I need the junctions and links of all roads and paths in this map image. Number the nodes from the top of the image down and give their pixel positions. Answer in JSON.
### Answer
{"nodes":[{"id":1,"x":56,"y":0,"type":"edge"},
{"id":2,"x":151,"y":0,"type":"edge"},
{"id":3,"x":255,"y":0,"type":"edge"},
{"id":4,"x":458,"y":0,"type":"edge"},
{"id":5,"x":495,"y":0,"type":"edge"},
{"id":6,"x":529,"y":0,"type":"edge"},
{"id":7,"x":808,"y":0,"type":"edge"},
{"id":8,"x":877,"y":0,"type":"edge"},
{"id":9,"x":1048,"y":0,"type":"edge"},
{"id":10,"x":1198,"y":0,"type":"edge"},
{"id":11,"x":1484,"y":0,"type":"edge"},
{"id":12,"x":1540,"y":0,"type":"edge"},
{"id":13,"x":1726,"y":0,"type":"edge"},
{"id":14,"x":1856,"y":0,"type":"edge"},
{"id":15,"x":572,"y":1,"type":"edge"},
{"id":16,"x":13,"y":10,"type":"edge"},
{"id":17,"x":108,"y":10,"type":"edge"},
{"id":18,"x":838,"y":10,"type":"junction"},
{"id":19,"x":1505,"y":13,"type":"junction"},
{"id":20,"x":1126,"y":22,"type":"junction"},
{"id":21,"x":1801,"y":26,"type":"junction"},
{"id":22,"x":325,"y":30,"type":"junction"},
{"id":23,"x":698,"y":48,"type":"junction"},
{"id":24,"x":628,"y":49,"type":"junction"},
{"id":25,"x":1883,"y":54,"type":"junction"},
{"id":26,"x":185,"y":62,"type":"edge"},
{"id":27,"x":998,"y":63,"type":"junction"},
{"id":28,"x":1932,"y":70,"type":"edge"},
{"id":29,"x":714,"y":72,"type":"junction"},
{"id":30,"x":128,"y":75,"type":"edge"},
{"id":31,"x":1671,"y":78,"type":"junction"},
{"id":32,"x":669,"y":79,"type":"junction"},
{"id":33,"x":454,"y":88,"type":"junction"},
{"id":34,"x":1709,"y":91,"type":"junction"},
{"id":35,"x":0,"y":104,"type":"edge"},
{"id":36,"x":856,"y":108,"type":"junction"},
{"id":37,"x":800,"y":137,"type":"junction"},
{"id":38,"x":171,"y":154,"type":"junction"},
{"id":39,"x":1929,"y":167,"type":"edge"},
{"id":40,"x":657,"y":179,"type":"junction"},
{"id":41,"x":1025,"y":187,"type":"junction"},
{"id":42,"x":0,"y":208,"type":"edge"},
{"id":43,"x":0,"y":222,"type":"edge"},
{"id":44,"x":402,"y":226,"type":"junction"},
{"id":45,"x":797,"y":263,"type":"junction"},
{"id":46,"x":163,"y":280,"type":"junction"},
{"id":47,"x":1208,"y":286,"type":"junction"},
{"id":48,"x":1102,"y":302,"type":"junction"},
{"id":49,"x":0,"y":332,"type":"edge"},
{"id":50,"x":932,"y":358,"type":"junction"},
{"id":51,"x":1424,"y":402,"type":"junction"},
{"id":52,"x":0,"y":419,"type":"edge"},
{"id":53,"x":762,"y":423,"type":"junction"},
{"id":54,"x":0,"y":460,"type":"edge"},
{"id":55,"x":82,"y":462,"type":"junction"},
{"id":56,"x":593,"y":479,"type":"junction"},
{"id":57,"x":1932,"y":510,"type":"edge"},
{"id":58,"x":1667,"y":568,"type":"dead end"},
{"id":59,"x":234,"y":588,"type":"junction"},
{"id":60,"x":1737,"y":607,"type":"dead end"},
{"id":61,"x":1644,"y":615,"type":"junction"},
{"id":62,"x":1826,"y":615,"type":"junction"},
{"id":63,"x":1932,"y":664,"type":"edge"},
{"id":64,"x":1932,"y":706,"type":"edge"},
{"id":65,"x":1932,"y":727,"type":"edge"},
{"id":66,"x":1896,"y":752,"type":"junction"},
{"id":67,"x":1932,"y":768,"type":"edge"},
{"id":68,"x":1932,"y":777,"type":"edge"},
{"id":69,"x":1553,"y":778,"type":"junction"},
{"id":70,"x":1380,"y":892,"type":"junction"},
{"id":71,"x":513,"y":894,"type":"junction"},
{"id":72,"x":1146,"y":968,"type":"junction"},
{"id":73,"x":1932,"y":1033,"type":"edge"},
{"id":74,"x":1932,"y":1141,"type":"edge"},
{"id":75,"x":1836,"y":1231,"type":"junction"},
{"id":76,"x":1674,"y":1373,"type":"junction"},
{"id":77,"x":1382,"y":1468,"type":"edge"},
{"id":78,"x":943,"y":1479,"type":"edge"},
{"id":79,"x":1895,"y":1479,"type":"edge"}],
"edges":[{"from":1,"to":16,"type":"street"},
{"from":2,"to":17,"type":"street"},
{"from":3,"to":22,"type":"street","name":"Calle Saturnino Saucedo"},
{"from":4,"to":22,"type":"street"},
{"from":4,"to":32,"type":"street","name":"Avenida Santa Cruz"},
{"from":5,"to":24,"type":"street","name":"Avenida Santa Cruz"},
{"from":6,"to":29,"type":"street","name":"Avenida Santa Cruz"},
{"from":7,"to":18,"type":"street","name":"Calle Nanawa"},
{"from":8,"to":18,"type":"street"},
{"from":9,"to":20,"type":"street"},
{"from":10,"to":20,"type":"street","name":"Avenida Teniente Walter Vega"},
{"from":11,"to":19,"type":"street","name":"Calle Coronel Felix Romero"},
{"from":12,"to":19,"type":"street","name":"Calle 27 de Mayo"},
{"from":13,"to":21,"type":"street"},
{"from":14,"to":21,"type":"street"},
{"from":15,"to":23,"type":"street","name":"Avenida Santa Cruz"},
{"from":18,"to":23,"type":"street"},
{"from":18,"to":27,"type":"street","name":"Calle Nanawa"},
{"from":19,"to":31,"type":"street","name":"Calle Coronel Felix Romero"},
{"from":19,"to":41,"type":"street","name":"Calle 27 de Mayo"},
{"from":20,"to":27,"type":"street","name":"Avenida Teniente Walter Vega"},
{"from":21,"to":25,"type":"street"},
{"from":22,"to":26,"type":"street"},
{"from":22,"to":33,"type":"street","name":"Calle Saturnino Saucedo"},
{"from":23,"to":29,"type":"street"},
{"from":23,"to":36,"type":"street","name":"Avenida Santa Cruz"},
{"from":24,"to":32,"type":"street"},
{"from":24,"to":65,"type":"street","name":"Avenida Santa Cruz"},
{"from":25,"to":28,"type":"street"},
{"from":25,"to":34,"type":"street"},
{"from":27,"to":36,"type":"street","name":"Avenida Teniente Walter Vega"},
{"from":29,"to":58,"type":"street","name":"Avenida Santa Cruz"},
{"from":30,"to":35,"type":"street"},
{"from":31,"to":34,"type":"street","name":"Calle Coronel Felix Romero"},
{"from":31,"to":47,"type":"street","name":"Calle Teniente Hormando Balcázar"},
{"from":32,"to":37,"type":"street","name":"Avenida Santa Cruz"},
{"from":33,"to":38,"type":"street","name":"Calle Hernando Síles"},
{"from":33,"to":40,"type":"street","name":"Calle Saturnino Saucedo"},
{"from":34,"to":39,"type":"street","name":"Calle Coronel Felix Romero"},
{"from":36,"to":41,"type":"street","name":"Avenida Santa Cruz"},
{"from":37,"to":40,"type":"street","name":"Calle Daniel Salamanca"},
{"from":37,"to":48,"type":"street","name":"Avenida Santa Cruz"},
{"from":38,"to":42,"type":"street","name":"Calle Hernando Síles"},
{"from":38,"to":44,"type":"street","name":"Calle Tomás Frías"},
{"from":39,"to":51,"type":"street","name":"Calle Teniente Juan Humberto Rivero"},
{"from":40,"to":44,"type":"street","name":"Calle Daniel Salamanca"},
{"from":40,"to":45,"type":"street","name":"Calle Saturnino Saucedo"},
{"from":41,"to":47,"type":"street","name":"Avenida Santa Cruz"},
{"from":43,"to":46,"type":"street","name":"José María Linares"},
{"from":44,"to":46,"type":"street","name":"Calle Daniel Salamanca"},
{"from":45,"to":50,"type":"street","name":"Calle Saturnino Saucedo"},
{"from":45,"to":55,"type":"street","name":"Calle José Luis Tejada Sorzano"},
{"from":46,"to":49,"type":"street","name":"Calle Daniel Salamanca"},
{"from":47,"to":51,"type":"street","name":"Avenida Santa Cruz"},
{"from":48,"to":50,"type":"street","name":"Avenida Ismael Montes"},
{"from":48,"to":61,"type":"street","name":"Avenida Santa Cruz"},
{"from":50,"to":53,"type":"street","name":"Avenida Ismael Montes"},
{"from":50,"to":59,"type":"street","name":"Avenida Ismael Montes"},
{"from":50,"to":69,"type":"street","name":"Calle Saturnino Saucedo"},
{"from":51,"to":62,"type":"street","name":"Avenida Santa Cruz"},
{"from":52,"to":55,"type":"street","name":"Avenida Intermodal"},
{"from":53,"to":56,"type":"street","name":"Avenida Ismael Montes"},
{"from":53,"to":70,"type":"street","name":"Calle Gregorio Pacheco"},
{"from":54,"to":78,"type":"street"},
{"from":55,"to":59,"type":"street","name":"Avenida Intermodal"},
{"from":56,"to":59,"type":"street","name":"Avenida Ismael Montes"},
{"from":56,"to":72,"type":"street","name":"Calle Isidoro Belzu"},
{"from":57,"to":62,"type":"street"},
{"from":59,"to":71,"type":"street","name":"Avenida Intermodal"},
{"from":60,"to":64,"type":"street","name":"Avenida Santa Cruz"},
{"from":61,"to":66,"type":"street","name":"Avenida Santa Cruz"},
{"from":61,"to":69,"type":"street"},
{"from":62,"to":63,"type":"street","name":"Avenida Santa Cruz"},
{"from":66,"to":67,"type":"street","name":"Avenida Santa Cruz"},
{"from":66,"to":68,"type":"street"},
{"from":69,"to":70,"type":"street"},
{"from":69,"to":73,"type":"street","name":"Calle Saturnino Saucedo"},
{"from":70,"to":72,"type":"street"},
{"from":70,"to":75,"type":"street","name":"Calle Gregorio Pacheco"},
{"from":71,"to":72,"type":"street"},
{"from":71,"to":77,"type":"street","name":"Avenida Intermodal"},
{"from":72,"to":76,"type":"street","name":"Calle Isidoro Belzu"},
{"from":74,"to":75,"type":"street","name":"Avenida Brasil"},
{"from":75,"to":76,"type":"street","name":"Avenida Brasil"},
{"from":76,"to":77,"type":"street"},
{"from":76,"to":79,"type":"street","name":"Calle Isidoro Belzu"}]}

* * *

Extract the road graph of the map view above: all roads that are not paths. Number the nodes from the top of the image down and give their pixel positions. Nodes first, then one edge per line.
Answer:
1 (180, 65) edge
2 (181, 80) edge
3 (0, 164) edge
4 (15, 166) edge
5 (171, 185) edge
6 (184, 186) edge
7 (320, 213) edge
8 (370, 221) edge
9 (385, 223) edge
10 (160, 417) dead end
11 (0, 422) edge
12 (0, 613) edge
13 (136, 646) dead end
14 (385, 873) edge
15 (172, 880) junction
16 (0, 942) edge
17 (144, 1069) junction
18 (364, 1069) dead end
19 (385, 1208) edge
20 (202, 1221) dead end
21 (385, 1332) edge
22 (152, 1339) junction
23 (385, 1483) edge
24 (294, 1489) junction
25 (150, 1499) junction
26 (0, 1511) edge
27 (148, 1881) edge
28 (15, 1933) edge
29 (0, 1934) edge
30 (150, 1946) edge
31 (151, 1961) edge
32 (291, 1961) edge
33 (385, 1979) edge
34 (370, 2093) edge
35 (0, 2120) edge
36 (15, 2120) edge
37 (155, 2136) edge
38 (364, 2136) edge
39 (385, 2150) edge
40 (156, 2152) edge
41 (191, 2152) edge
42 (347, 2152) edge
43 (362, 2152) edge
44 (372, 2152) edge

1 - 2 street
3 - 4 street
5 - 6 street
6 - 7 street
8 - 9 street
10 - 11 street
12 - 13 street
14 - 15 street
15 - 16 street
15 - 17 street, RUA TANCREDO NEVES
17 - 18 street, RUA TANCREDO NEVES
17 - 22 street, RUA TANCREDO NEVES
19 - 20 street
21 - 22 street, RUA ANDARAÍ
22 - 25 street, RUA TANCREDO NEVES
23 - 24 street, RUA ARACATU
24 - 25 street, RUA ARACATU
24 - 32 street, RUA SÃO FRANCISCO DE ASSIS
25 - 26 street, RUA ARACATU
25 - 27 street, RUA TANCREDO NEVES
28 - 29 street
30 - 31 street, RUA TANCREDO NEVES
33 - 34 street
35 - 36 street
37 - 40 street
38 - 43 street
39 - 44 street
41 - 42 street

Task to complete: The answer is to be a bare number, showing how many lines of the records contain "positions".

Problem solution: 2